If you are interested in story based comedy, I would strongly suggest spending some time getting familiar with standard theatre. Film and television involves a lot of paperwork with perhaps no payback, and no way of knowing whether or not your concept, or its realisation, would work.

In theatre you learn how to dramatically stitch scenes together, you learn how to build drama, you learn how to bring characters to life in interaction with other characters. All skills you will need to be successful as a playwriter or screenwriter. And you have plenty of opportunities to put your plays in front of an audience, learning from their reactions.

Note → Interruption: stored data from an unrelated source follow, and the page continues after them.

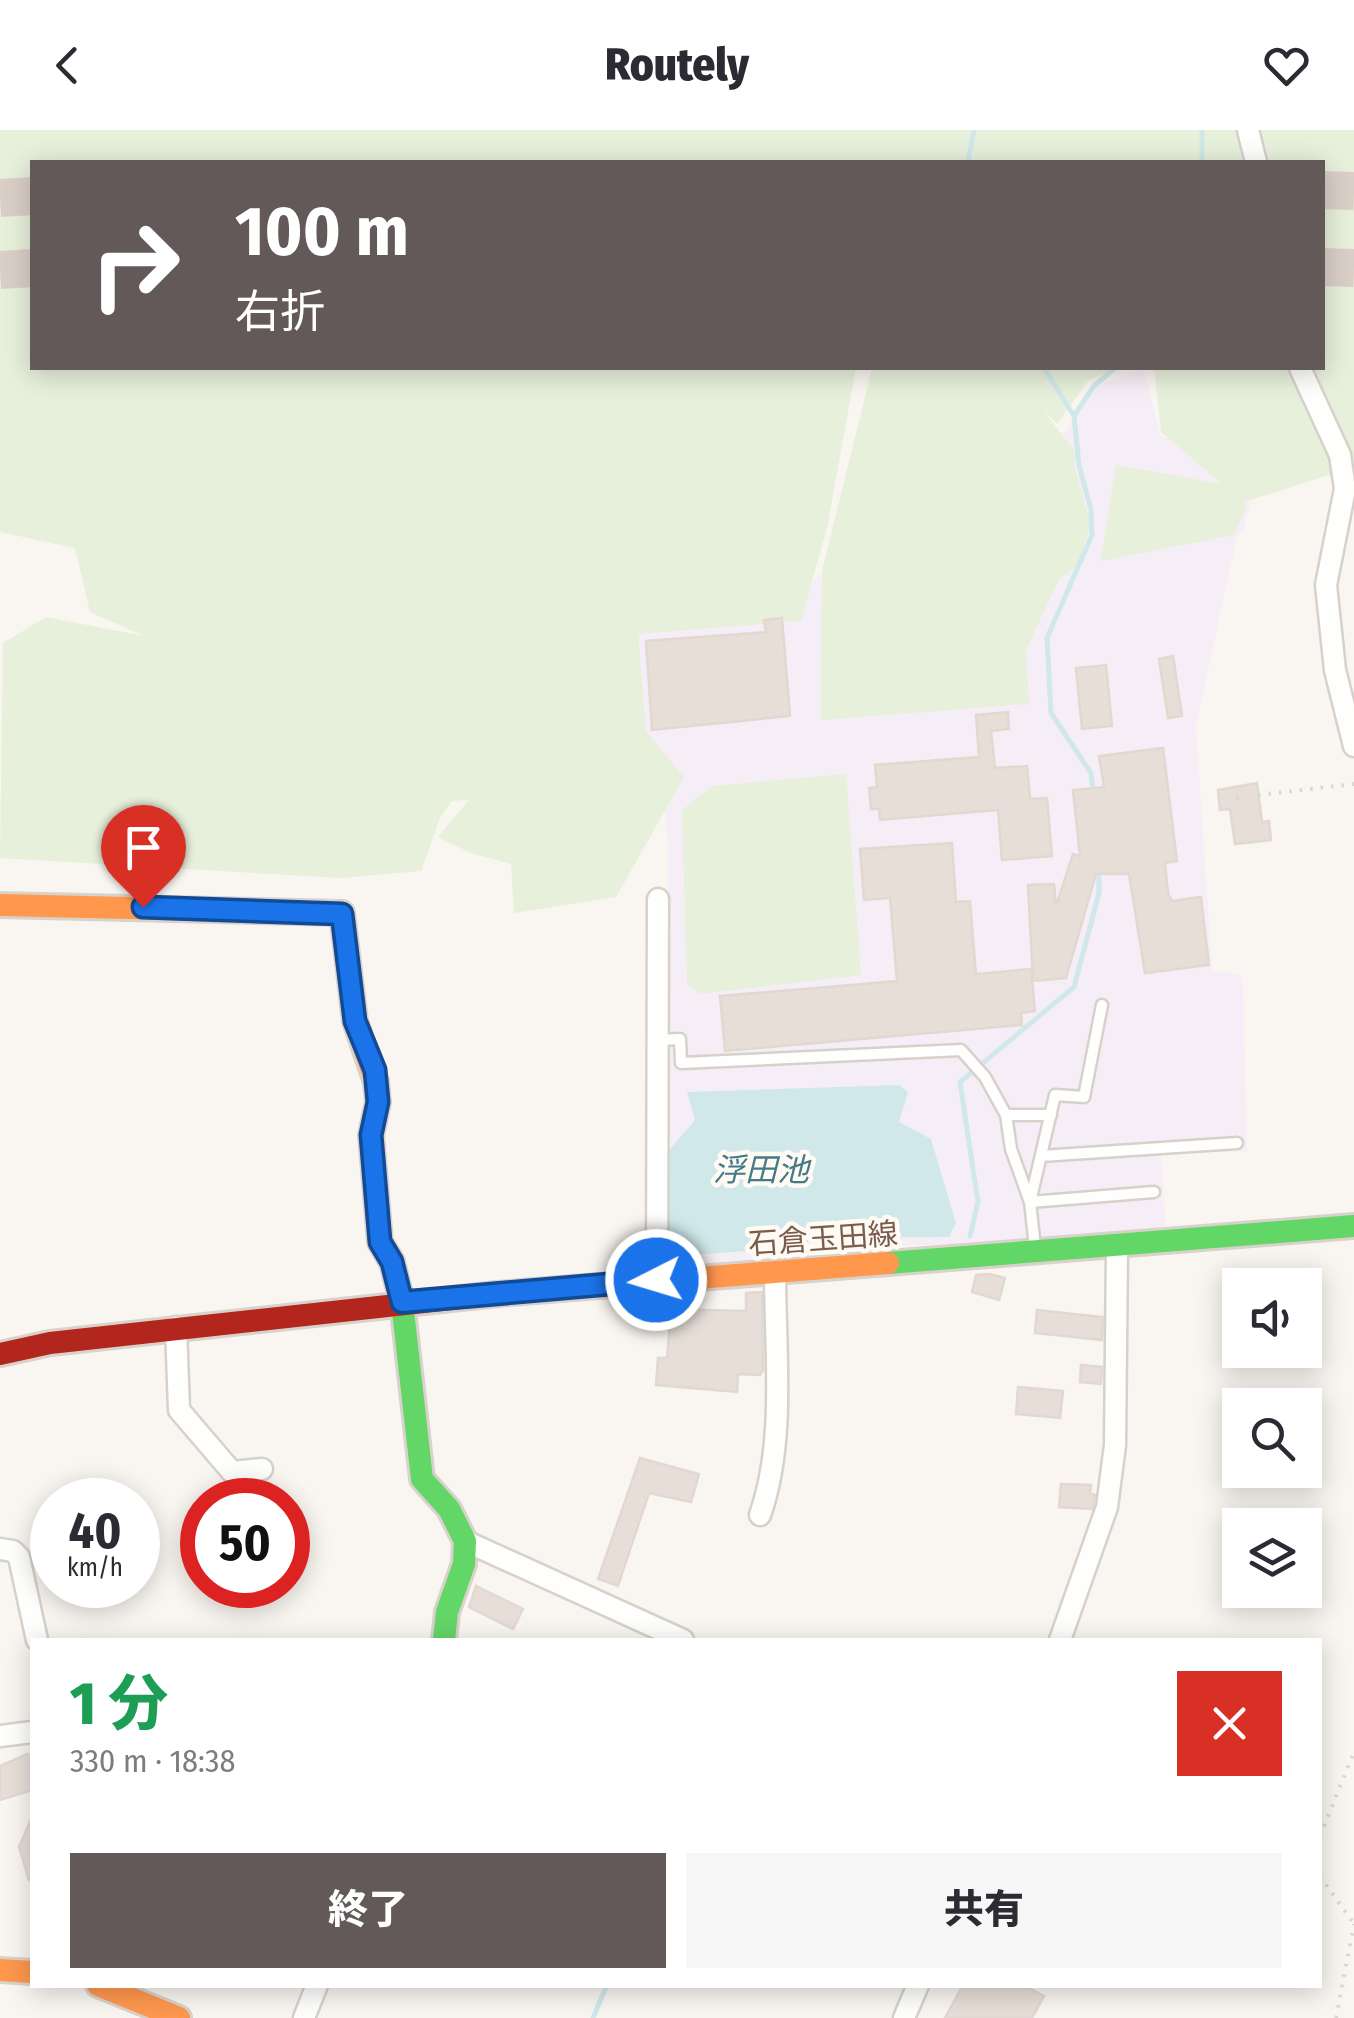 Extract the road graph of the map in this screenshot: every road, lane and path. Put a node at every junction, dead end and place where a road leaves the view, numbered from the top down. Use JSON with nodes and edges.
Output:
{"nodes":[{"id":1,"x":1248,"y":130,"type":"edge"},
{"id":2,"x":1256,"y":160,"type":"edge"},
{"id":3,"x":1301,"y":370,"type":"edge"},
{"id":4,"x":1349,"y":514,"type":"edge"},
{"id":5,"x":1354,"y":746,"type":"edge"},
{"id":6,"x":1354,"y":784,"type":"edge"},
{"id":7,"x":1258,"y":795,"type":"dead end"},
{"id":8,"x":658,"y":899,"type":"dead end"},
{"id":9,"x":0,"y":906,"type":"edge"},
{"id":10,"x":1102,"y":1005,"type":"dead end"},
{"id":11,"x":658,"y":1040,"type":"junction"},
{"id":12,"x":1006,"y":1115,"type":"junction"},
{"id":13,"x":1051,"y":1115,"type":"junction"},
{"id":14,"x":1237,"y":1143,"type":"dead end"},
{"id":15,"x":1041,"y":1156,"type":"junction"},
{"id":16,"x":1154,"y":1192,"type":"dead end"},
{"id":17,"x":1030,"y":1202,"type":"junction"},
{"id":18,"x":1354,"y":1226,"type":"edge"},
{"id":19,"x":1117,"y":1248,"type":"junction"},
{"id":20,"x":1035,"y":1254,"type":"junction"},
{"id":21,"x":775,"y":1273,"type":"junction"},
{"id":22,"x":656,"y":1280,"type":"junction"},
{"id":23,"x":402,"y":1302,"type":"junction"},
{"id":24,"x":176,"y":1327,"type":"junction"},
{"id":25,"x":0,"y":1354,"type":"edge"},
{"id":26,"x":262,"y":1469,"type":"dead end"},
{"id":27,"x":760,"y":1515,"type":"dead end"},
{"id":28,"x":464,"y":1541,"type":"junction"},
{"id":29,"x":0,"y":1550,"type":"edge"},
{"id":30,"x":37,"y":1638,"type":"edge"},
{"id":31,"x":444,"y":1638,"type":"edge"},
{"id":32,"x":680,"y":1638,"type":"edge"},
{"id":33,"x":1061,"y":1638,"type":"edge"},
{"id":34,"x":30,"y":1732,"type":"edge"},
{"id":35,"x":0,"y":1736,"type":"edge"},
{"id":36,"x":1354,"y":1752,"type":"edge"},
{"id":37,"x":1322,"y":1831,"type":"edge"},
{"id":38,"x":1322,"y":1879,"type":"edge"},
{"id":39,"x":1354,"y":1924,"type":"edge"},
{"id":40,"x":0,"y":1970,"type":"edge"},
{"id":41,"x":30,"y":1972,"type":"edge"},
{"id":42,"x":105,"y":1988,"type":"edge"},
{"id":43,"x":316,"y":1988,"type":"edge"},
{"id":44,"x":917,"y":1988,"type":"edge"},
{"id":45,"x":179,"y":2018,"type":"edge"},
{"id":46,"x":304,"y":2018,"type":"edge"},
{"id":47,"x":904,"y":2018,"type":"edge"},
{"id":48,"x":1336,"y":2018,"type":"edge"}],
"edges":[{"from":1,"to":2,"type":"street"},
{"from":3,"to":4,"type":"street"},
{"from":4,"to":5,"type":"street"},
{"from":6,"to":7,"type":"path"},
{"from":8,"to":11,"type":"street"},
{"from":9,"to":23,"type":"main road"},
{"from":10,"to":13,"type":"lane"},
{"from":11,"to":12,"type":"lane"},
{"from":11,"to":22,"type":"street"},
{"from":12,"to":13,"type":"lane"},
{"from":12,"to":17,"type":"lane"},
{"from":13,"to":15,"type":"lane"},
{"from":14,"to":15,"type":"lane"},
{"from":15,"to":17,"type":"lane"},
{"from":16,"to":17,"type":"lane"},
{"from":17,"to":20,"type":"lane"},
{"from":18,"to":19,"type":"main road","name":"石倉玉田線"},
{"from":19,"to":20,"type":"main road","name":"石倉玉田線"},
{"from":19,"to":33,"type":"street"},
{"from":20,"to":21,"type":"main road","name":"石倉玉田線"},
{"from":21,"to":22,"type":"main road","name":"石倉玉田線"},
{"from":21,"to":27,"type":"street"},
{"from":22,"to":23,"type":"main road","name":"石倉玉田線"},
{"from":23,"to":24,"type":"main road","name":"石倉玉田線"},
{"from":23,"to":28,"type":"main road"},
{"from":24,"to":25,"type":"main road","name":"石倉玉田線"},
{"from":24,"to":26,"type":"street"},
{"from":28,"to":31,"type":"main road"},
{"from":28,"to":32,"type":"street"},
{"from":29,"to":30,"type":"street"},
{"from":34,"to":35,"type":"street"},
{"from":36,"to":37,"type":"path"},
{"from":38,"to":39,"type":"path"},
{"from":39,"to":48,"type":"path"},
{"from":40,"to":41,"type":"main road"},
{"from":42,"to":45,"type":"main road"},
{"from":43,"to":46,"type":"street"},
{"from":44,"to":47,"type":"street"}]} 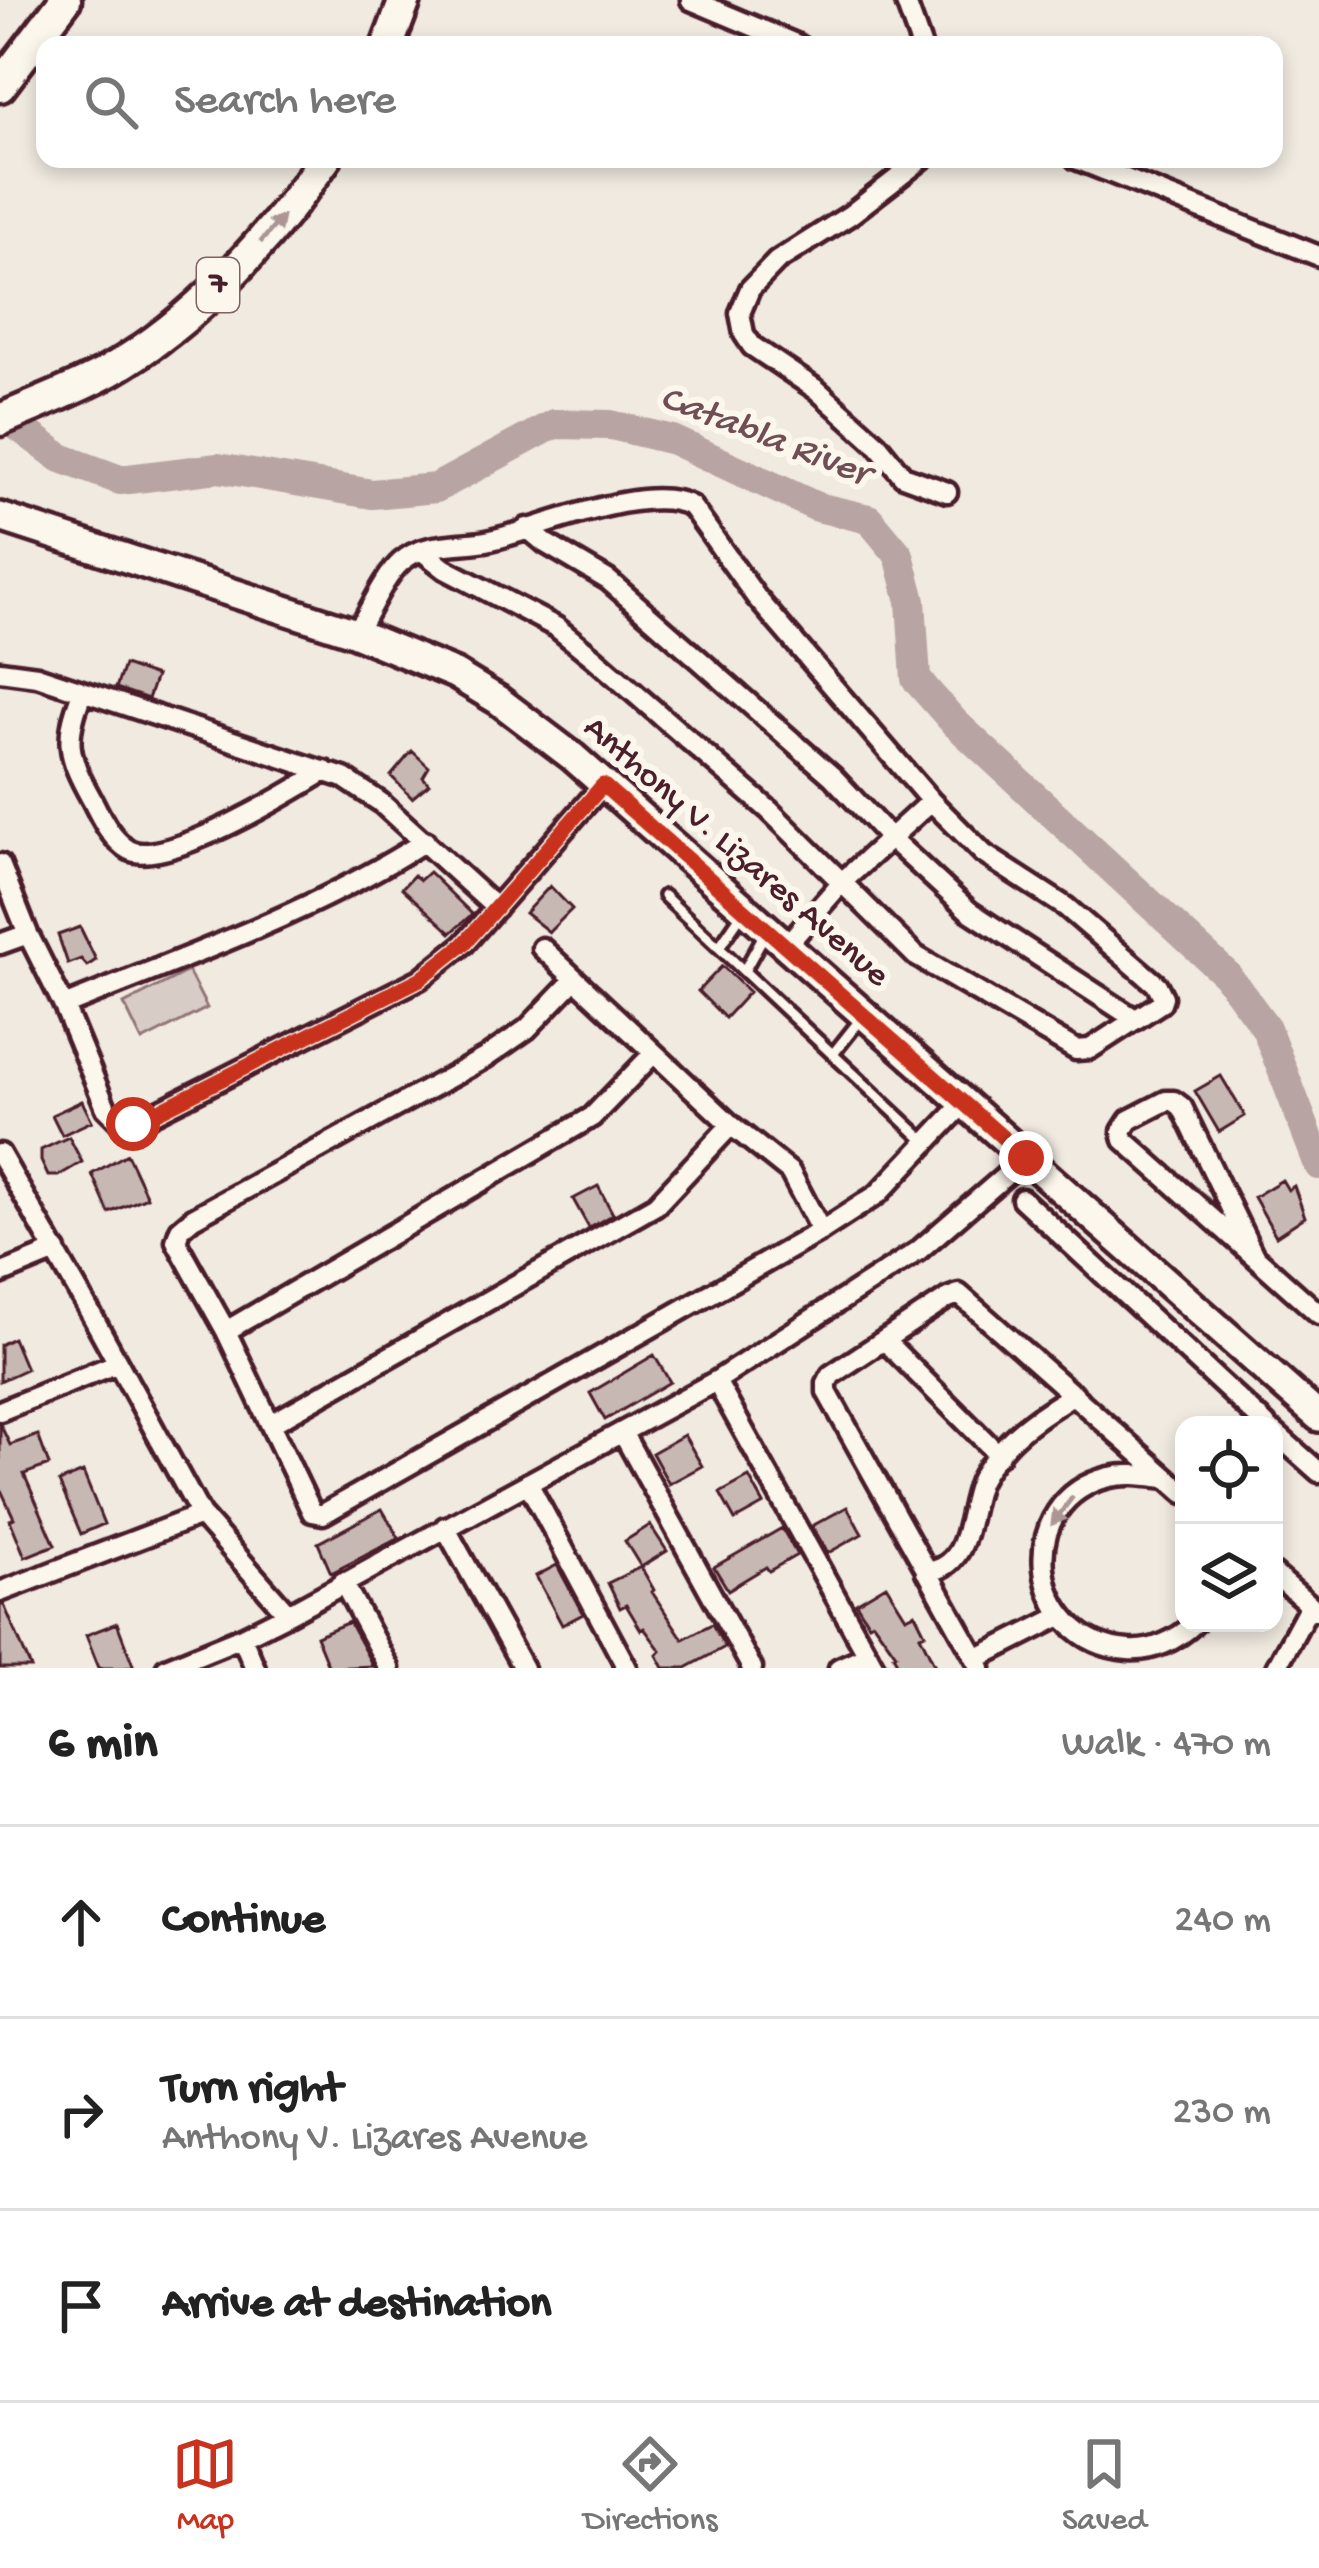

The Malthouse production of The Dragon by Evgeny Shwartz is a good place to observe how it’s done. The play is a satire mixing both drama and comedy. The cast is a mix of dramatic and comedic performers. In particular Tripod: Scott Edgar, Steven Gates, and Simon Hall were brought in to give the work more levity. Also heading the cast is experienced comic actor Kim Gyngell, who you may remember from his television appearances in The Comedy Company and Full Frontal amongst others.

The Dragon is a fairytale about Lancelot coming to the town of Dufresne to kill a dragon. This particular Lancelot lives in a modern world and Dufresne is a mythical East European village on the verge of receiving television. The villagers have come to terms with a dragon: it protects their village and they sacrifice a virgin once a year. As such their culture, and even their power structures, have come to embrace this arrangement.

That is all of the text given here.